A couple of things I thought when I looked into 2 bits per pixel greyscale on the Arduboy a while ago:
Because perceived pixel intensity is the result of pixel PWM at frame rate, missing a frame is baaaad so trying to keep up rendering from the application’s main loop like most (all?) games do is fragile and probably too restrictive. With 1 bit color if you miss a frame no one notices, but when alternating ON-OFF to get shades of grey missing frames changes the shade of grey the user sees. One way to solve this is decouple + prioritise i.e. to give display rendering priority over game logic (simplest way is to use an interrupt handler).
A full screen 2 bits frame buffer is likely too large for most games (~ 500 bytes for stack and game state left).
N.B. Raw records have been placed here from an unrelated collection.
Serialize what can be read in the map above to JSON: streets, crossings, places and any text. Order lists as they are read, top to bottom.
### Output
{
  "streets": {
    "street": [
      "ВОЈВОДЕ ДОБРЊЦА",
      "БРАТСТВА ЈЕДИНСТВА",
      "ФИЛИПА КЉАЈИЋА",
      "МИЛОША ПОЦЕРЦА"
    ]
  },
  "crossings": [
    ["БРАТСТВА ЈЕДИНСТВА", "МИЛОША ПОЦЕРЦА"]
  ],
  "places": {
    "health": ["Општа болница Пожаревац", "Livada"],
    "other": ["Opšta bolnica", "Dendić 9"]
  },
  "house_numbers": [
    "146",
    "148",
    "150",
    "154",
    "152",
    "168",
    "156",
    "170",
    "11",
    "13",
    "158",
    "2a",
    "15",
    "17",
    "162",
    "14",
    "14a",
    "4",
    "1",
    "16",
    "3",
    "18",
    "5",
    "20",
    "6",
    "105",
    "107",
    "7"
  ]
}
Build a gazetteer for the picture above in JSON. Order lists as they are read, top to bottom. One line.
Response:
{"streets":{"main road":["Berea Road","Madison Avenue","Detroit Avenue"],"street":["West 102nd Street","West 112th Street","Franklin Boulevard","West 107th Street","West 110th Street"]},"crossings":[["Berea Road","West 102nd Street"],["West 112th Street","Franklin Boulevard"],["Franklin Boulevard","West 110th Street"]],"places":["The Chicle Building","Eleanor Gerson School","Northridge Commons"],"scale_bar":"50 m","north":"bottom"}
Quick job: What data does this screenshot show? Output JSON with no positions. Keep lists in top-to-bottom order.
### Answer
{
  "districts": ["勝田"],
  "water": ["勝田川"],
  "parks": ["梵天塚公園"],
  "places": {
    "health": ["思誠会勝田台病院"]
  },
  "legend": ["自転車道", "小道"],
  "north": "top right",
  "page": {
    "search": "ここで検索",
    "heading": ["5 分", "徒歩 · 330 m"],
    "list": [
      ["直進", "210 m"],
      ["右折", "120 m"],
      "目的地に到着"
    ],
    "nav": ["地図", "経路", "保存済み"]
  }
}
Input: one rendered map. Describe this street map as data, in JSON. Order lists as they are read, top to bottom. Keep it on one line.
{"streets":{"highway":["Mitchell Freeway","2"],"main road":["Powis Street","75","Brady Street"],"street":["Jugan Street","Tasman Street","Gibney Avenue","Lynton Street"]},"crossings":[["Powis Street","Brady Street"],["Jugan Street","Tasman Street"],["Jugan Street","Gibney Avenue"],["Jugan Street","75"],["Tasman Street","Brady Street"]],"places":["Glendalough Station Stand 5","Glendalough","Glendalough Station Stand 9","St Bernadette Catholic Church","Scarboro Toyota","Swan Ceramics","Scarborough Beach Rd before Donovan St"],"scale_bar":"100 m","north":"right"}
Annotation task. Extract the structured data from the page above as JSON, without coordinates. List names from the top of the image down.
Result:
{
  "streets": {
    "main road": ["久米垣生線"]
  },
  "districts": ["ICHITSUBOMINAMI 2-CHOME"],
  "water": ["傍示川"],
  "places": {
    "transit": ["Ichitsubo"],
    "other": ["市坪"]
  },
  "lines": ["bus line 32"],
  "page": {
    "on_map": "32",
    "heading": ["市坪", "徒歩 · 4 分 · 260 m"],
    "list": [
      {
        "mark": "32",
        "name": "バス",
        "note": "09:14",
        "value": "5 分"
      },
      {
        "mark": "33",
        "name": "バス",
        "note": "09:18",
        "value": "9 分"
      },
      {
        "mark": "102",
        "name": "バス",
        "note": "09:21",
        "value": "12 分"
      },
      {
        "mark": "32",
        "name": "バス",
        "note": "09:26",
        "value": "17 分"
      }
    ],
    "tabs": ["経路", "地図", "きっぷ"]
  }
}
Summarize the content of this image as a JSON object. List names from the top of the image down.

Games could reduce the portion of the screen using shades of grey to reduce frame buffer size but… if rendering is decoupled from the game loop as suggested in the previous paragraph double buffering is needed.
My guess is that greyscale applications would end up having special render loops that fill (portions of) the screen from program memory (sprites for instance) and other tricks to reduce frame buffer size, or do away with it completely and use tile + sprite based rendering loops and double buffered tile/sprite maps like in most games for personal computers from the 80s. The bottom line is that writing greyscale games with so little RAM is not as easy as filling a frame buffer and pushing it to the screen every once in a while.